When you reach the line that contains "thumb cmc: (239, 631)" in the data below, start reproducing lines exactly, and stop after the line that contains "index tip: (297, 161)".

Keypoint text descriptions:
========================================

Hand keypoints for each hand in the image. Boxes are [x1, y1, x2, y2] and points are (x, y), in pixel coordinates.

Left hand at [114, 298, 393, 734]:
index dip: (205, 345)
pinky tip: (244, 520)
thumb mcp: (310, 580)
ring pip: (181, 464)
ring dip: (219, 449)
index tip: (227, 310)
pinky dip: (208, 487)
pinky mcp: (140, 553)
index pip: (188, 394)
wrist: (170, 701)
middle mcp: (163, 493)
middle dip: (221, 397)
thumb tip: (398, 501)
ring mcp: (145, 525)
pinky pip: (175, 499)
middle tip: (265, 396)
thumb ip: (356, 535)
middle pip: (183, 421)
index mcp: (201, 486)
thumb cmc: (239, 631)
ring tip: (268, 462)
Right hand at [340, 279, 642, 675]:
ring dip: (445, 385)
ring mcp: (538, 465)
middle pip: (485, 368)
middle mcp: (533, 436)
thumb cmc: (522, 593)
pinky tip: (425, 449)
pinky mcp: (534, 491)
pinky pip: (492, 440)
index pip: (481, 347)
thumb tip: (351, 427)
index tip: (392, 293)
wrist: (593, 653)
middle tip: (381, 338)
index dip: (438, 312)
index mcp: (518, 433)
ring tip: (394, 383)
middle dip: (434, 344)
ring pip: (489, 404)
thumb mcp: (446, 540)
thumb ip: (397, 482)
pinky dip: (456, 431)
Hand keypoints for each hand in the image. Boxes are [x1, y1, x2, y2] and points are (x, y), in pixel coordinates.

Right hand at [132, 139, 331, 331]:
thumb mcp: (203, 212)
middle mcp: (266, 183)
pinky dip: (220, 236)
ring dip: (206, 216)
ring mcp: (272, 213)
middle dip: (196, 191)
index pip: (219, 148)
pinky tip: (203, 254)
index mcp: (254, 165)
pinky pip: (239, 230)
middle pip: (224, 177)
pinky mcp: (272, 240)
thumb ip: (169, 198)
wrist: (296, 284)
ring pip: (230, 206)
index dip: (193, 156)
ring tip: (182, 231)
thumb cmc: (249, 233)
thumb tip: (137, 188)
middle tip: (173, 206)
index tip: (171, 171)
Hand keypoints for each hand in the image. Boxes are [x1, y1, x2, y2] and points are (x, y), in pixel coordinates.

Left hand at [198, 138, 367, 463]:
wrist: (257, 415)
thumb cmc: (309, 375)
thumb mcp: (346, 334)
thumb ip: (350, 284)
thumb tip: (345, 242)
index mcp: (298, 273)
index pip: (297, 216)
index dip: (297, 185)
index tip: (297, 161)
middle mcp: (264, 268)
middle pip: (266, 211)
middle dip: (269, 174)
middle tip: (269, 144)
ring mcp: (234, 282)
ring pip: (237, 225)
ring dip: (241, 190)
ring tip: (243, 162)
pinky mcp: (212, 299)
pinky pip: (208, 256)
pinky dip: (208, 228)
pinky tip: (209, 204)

========================================

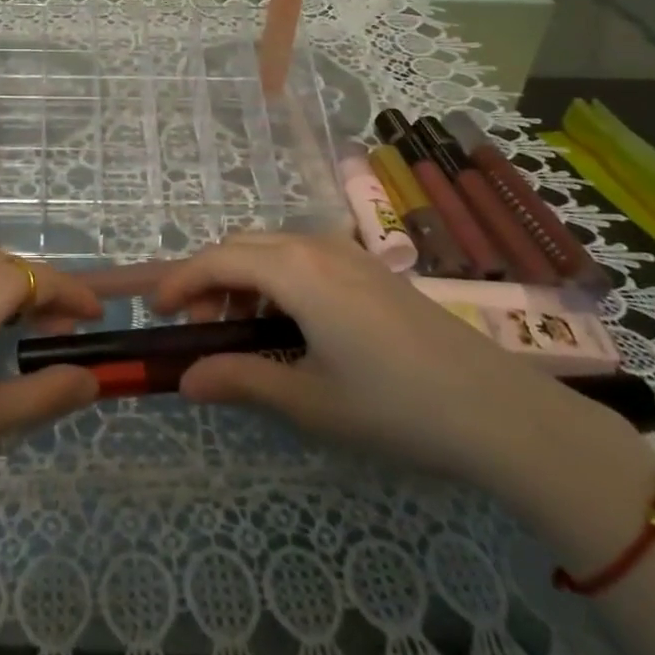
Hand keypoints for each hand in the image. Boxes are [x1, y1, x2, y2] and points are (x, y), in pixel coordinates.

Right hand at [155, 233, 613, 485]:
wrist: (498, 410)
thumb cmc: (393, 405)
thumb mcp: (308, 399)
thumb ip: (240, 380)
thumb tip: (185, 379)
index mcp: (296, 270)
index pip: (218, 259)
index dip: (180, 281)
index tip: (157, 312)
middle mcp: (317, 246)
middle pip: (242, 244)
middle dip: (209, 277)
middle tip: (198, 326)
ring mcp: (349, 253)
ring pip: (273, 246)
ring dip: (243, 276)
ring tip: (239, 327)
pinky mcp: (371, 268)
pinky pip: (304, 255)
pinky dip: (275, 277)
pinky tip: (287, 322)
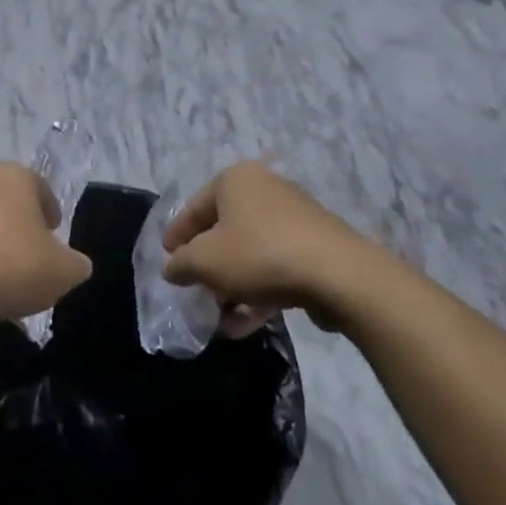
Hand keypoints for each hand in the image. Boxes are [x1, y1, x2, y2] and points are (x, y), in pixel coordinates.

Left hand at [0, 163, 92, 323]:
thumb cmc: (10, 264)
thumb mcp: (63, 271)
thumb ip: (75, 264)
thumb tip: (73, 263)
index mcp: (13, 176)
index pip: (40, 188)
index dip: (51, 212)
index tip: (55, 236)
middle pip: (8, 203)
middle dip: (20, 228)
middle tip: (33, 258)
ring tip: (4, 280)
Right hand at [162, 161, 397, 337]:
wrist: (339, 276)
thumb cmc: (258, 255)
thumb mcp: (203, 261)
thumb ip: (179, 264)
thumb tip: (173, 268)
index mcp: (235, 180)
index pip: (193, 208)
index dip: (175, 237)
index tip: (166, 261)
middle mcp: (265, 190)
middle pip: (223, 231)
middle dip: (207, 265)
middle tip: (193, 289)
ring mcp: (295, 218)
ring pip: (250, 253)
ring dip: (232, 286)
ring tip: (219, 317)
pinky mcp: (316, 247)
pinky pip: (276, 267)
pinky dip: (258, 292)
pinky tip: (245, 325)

========================================

■ **RESULT OF THE TASK**:
thumb cmc: (239, 631)
ring tip: (268, 462)
Right hand at [340, 279, 642, 675]:
ring dip: (445, 385)
ring mcp: (538, 465)
middle pip: (485, 368)
middle mcp: (533, 436)
thumb cmc: (522, 593)
pinky tip: (425, 449)
pinky mcp: (534, 491)
pinky pip: (492, 440)
index pip: (481, 347)
thumb tip: (351, 427)
index tip: (392, 293)
wrist: (593, 653)
middle tip: (381, 338)
index dip: (438, 312)
index mcp: (518, 433)
ring tip: (394, 383)
middle dip: (434, 344)
ring pip: (489, 404)
thumb mcp: (446, 540)
thumb ip: (397, 482)
pinky dip: (456, 431)
Hand keypoints for each hand in the image. Boxes are [x1, y1, x2, y2] and points are (x, y), in pixel coordinates.

Right hand at [132, 139, 331, 331]:
thumb mcp: (203, 212)
middle mcp: (266, 183)
pinky dip: (220, 236)
ring dip: (206, 216)
ring mcp: (272, 213)
middle dip: (196, 191)
index pip: (219, 148)
pinky tip: (203, 254)
index mcp: (254, 165)
pinky pip: (239, 230)
middle pip: (224, 177)
pinky mcp: (272, 240)
thumb ip: (169, 198)
wrist: (296, 284)
ring pip: (230, 206)
index dip: (193, 156)
ring tip: (182, 231)
thumb cmc: (249, 233)
thumb tip: (137, 188)
middle tip: (173, 206)
index tip: (171, 171)
Hand keypoints for each hand in the image. Boxes are [x1, y1, x2, y2] and points are (x, y), in pixel coordinates.

Left hand at [198, 138, 367, 463]:
wrist: (257, 415)
thumb cmc: (309, 375)
thumb mcp: (346, 334)
thumb ip: (350, 284)
thumb tip: (345, 242)
index mcp: (298, 273)
index pip: (297, 216)
index dip: (297, 185)
index tip: (297, 161)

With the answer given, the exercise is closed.